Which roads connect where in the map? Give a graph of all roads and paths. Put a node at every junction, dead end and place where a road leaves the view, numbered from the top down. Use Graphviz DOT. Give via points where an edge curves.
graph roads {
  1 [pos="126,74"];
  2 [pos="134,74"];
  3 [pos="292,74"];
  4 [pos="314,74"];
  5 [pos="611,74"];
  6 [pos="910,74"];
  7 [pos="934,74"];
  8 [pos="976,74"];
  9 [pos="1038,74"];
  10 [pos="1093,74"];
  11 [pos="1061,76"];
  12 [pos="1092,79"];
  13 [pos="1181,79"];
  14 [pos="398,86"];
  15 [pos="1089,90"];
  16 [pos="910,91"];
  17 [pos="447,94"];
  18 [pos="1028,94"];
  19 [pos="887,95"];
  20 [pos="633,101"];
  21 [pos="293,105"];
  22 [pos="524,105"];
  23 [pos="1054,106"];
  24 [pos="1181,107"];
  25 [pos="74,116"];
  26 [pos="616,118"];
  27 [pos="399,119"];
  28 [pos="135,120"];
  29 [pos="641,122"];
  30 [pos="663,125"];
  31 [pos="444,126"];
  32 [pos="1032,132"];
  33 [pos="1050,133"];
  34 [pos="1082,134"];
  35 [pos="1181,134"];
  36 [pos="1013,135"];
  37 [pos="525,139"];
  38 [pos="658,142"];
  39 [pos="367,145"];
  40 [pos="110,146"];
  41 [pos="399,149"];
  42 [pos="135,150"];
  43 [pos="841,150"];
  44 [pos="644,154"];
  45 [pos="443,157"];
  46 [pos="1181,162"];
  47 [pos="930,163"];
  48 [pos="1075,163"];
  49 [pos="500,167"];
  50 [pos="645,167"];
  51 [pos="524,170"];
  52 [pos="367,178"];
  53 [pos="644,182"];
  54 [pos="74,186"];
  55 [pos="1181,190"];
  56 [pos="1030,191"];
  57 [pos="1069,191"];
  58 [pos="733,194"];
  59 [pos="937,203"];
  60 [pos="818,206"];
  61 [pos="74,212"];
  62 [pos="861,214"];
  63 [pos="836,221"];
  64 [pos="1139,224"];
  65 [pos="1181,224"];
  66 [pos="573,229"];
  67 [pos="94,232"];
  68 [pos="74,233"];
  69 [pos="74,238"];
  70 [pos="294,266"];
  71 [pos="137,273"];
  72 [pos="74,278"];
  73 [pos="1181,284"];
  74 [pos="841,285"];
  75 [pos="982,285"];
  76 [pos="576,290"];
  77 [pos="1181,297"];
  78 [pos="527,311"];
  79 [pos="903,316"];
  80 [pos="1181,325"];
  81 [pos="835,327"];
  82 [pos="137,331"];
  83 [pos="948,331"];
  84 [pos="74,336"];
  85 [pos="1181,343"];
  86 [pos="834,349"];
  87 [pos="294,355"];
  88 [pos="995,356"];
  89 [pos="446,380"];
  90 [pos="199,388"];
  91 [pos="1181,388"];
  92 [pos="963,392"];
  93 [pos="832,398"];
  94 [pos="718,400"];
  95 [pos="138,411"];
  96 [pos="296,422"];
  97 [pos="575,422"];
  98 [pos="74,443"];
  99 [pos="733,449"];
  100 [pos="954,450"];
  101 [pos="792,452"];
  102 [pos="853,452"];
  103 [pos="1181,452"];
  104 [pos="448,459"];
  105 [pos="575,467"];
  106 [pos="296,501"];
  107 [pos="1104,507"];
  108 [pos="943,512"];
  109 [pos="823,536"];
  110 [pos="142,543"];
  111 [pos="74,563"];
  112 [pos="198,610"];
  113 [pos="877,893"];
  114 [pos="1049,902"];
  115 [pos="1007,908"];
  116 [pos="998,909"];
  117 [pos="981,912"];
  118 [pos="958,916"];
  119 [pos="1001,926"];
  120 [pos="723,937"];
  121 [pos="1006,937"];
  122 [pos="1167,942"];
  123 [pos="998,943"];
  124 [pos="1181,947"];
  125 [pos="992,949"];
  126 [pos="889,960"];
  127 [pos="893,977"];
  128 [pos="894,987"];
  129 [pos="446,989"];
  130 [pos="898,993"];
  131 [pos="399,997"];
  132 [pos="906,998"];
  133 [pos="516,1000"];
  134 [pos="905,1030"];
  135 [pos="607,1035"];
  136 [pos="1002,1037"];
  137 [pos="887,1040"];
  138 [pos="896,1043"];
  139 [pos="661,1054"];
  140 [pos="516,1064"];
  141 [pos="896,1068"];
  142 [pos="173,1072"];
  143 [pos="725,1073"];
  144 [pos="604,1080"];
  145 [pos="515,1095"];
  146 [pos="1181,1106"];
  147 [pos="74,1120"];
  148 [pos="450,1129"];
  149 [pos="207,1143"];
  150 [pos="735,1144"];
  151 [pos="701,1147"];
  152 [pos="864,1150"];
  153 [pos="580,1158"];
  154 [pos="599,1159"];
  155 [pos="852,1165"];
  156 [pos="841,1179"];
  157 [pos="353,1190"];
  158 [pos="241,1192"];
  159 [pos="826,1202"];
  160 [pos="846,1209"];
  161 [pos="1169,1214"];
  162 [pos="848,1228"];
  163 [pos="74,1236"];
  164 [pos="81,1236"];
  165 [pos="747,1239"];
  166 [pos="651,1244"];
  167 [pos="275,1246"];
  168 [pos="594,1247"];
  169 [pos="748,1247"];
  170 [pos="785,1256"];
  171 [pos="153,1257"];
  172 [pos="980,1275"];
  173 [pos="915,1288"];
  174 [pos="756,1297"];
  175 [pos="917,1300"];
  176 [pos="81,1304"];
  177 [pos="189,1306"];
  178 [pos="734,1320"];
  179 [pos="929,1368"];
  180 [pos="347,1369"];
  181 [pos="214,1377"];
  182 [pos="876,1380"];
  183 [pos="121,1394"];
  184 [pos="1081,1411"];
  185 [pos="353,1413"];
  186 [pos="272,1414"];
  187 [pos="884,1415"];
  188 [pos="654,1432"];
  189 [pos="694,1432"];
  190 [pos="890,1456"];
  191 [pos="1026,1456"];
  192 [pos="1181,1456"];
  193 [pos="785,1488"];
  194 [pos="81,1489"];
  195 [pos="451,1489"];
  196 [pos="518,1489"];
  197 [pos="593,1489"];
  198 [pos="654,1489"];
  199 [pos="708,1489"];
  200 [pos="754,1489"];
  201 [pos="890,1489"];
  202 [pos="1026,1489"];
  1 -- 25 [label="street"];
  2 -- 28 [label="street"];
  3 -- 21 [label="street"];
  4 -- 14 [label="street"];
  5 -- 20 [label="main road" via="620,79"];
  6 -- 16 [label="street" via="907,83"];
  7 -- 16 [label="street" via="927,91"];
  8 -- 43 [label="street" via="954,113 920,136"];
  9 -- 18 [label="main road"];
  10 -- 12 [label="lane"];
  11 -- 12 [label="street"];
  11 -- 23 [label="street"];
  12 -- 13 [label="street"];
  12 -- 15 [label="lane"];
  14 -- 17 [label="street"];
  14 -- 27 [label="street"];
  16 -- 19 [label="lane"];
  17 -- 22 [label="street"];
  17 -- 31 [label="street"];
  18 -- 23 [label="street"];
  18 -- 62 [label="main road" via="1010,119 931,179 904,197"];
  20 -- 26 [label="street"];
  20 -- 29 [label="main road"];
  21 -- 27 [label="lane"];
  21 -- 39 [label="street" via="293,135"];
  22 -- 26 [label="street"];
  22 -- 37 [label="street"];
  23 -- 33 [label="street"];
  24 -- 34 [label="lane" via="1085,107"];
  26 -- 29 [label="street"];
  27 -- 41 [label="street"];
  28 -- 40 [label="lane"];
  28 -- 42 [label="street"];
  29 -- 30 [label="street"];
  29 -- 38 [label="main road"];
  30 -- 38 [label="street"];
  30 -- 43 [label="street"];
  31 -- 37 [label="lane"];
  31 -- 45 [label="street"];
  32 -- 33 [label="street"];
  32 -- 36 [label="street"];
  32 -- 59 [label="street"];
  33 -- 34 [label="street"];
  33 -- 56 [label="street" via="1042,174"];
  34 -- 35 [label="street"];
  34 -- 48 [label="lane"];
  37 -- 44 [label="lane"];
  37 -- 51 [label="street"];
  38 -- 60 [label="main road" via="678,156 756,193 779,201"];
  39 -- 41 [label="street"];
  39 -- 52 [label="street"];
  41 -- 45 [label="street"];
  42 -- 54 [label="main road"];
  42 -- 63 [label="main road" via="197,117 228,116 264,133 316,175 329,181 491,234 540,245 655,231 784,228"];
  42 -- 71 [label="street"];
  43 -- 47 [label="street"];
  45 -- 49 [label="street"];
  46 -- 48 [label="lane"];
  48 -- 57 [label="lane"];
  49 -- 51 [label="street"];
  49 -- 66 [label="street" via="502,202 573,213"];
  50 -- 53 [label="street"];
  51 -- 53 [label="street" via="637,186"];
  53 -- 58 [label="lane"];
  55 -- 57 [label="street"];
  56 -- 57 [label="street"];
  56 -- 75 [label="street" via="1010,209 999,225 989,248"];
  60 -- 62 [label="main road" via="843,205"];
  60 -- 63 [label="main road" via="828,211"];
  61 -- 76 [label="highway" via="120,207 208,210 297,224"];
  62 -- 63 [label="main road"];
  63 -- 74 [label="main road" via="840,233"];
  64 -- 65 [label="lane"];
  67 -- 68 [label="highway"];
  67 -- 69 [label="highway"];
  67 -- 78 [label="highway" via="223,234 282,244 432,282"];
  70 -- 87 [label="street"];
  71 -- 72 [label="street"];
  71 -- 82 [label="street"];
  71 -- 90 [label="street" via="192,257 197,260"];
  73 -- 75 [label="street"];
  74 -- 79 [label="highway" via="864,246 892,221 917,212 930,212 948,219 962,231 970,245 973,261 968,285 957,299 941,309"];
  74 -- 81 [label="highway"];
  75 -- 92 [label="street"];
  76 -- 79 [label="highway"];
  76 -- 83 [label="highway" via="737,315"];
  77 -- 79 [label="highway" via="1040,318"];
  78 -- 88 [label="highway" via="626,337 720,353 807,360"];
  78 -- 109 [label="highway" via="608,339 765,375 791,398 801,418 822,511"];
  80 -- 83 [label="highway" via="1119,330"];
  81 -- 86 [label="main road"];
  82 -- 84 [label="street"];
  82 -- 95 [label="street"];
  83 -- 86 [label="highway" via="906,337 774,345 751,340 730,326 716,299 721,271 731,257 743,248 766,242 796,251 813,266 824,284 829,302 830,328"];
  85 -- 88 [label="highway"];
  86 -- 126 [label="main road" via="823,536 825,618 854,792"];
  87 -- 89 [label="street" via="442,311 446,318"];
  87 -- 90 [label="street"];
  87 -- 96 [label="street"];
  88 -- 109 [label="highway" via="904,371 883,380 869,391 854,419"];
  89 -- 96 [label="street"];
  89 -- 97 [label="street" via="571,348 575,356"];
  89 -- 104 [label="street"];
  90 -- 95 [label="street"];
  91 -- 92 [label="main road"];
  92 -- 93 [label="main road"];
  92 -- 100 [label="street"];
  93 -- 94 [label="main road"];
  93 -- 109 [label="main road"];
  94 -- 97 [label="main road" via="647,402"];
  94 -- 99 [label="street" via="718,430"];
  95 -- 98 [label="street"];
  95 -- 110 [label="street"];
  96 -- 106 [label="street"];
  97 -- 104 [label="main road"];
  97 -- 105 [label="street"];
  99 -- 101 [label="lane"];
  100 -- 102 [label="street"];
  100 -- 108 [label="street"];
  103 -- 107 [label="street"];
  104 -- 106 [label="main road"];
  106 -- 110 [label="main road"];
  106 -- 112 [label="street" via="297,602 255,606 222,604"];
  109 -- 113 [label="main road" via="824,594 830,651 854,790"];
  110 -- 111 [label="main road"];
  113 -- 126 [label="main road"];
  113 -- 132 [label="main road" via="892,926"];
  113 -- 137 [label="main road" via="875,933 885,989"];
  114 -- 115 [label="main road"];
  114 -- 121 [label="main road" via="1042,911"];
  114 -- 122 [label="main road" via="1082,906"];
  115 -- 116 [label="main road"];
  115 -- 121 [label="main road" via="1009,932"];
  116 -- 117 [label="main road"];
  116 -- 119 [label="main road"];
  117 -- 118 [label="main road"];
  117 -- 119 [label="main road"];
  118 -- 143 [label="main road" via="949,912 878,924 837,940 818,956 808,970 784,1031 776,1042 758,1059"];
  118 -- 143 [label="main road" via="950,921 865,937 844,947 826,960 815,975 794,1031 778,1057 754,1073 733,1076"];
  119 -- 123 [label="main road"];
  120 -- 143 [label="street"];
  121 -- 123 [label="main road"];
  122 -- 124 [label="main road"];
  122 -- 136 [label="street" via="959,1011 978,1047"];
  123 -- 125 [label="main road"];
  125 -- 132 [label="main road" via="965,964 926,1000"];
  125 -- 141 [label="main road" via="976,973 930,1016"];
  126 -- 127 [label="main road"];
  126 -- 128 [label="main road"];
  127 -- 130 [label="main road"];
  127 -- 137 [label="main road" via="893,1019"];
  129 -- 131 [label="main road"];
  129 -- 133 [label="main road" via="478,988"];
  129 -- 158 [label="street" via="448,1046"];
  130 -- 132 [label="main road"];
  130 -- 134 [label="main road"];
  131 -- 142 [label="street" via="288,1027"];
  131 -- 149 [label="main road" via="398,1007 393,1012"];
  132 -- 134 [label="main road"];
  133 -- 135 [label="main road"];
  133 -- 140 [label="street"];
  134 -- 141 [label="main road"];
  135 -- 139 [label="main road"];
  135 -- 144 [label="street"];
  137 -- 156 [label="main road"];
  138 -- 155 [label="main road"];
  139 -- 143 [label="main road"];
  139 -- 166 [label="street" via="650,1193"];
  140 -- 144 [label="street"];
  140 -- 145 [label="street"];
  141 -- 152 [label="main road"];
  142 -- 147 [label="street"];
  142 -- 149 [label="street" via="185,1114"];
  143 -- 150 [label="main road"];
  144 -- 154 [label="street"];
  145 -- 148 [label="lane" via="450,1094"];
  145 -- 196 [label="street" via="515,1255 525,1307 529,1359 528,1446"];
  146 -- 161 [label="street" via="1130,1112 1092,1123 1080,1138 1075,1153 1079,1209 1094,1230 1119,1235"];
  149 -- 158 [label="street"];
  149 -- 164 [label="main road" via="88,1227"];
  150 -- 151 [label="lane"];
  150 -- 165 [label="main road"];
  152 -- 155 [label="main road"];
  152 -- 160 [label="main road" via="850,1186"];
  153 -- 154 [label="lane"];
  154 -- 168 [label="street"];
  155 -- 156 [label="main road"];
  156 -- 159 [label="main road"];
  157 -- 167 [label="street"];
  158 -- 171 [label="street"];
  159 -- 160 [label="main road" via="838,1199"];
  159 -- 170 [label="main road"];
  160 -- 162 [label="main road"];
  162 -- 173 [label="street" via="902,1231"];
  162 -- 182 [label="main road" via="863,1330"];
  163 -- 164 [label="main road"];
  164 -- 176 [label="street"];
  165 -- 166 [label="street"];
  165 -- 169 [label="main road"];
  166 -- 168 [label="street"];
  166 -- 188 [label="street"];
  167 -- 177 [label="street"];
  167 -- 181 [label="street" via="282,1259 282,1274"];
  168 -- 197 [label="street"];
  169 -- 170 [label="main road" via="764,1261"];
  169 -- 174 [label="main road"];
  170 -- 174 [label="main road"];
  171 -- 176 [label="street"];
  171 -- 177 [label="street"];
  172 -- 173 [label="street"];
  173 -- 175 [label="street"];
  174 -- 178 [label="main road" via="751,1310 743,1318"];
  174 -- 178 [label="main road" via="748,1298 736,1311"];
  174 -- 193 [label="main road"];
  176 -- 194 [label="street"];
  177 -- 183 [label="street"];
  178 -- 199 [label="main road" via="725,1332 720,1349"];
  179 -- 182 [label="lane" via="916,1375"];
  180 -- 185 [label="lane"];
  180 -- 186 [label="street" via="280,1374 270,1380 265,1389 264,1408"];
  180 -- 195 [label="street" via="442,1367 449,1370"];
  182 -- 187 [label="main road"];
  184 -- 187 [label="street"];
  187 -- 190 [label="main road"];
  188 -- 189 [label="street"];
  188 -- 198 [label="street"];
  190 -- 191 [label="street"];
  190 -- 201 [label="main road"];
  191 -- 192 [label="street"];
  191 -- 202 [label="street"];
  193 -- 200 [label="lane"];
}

::::

YOUR GOAL
The lines to copy are those in the records above containing the word "roads".

EXERCISE SOLUTION
Which roads connect where in the map? Give a graph of all roads and paths. Put a node at every junction, dead end and place where a road leaves the view, numbered from the top down. Use Graphviz DOT. Give via points where an edge curves.
graph roads {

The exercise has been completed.